* To do:
Whenever the word "roads" appears in a line of the listing, copy that line.

--- START ---

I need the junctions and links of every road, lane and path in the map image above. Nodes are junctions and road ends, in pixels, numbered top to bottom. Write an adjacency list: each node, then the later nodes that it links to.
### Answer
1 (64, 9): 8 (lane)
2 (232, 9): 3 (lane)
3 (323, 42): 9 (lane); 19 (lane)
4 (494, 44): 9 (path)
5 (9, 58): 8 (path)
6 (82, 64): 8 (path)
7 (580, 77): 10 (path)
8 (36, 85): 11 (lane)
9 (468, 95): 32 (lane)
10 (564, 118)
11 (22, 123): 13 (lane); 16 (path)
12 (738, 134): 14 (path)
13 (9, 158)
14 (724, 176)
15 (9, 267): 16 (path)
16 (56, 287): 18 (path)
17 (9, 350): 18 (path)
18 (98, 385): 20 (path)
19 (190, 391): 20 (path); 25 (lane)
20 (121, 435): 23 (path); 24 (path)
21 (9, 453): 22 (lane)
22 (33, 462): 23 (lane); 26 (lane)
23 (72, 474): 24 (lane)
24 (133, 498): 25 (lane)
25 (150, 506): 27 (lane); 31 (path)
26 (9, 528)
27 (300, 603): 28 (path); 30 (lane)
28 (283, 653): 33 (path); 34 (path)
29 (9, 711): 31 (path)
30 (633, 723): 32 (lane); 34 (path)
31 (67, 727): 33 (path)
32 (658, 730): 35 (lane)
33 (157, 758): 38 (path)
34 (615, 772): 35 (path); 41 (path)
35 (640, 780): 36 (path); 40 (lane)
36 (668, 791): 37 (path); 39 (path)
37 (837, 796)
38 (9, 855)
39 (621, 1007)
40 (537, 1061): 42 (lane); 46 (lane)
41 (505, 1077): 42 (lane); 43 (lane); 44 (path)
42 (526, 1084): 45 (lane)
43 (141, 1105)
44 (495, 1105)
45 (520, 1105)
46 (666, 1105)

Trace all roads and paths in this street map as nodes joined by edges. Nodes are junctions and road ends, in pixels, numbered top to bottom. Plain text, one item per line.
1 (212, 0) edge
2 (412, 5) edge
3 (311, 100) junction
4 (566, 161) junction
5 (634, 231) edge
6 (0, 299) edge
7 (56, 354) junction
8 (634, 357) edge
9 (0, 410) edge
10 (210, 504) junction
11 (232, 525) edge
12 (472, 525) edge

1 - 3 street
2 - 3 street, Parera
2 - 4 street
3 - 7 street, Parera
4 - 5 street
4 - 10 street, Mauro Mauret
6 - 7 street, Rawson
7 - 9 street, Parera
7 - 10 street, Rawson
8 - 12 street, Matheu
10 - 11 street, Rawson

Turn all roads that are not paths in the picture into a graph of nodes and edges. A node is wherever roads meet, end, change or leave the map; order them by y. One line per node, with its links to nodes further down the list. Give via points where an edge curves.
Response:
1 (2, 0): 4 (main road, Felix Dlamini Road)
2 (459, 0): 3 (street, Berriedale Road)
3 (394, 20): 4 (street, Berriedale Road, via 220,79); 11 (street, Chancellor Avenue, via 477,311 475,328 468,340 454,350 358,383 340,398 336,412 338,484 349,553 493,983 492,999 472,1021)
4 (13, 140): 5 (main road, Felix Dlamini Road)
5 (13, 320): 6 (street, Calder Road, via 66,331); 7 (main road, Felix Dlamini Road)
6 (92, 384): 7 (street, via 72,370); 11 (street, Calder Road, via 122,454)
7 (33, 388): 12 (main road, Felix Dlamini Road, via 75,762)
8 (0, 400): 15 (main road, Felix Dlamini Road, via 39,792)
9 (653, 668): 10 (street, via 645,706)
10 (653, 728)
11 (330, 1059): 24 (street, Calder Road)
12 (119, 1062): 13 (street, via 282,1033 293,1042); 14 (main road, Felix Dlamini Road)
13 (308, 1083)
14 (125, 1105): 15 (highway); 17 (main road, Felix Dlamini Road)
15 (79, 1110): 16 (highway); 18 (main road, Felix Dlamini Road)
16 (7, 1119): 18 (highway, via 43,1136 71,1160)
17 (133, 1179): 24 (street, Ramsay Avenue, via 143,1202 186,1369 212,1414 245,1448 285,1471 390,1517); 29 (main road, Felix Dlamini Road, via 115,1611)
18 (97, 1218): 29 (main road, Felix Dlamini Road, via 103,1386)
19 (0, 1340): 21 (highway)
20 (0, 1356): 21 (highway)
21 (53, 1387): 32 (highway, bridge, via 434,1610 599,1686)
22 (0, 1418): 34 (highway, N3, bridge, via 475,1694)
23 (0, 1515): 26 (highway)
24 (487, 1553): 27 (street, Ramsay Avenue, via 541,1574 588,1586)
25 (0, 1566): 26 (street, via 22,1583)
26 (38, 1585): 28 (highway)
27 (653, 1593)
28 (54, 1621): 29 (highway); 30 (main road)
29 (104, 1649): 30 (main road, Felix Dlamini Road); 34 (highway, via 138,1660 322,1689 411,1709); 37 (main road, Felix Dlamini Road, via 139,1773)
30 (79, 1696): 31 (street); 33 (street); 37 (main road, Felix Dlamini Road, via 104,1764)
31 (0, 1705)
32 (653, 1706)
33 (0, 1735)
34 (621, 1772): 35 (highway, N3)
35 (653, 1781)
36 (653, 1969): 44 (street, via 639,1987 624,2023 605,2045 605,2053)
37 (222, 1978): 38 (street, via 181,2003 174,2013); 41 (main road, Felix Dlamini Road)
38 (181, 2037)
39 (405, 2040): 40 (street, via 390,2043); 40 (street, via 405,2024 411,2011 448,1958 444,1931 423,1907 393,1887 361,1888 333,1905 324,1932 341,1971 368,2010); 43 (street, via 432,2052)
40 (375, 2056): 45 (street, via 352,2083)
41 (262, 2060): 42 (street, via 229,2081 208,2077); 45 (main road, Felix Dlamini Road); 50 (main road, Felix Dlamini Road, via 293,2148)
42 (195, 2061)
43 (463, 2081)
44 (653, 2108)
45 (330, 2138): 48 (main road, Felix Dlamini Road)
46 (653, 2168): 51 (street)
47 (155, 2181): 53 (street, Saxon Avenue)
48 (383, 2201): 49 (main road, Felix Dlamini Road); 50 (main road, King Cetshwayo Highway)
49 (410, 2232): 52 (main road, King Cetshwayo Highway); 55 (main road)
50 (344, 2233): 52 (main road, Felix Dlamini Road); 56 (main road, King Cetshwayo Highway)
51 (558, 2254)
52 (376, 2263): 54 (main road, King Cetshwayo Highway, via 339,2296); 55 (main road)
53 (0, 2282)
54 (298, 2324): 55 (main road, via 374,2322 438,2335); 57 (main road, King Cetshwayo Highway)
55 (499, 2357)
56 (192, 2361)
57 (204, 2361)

--- END ---

* Solution to this exercise:
Trace all roads and paths in this street map as nodes joined by edges. Nodes are junctions and road ends, in pixels, numbered top to bottom. Plain text, one item per line.
Turn all roads that are not paths in the picture into a graph of nodes and edges. A node is wherever roads meet, end, change or leave the map; order them by y. One line per node, with its links to nodes further down the list. Give via points where an edge curves.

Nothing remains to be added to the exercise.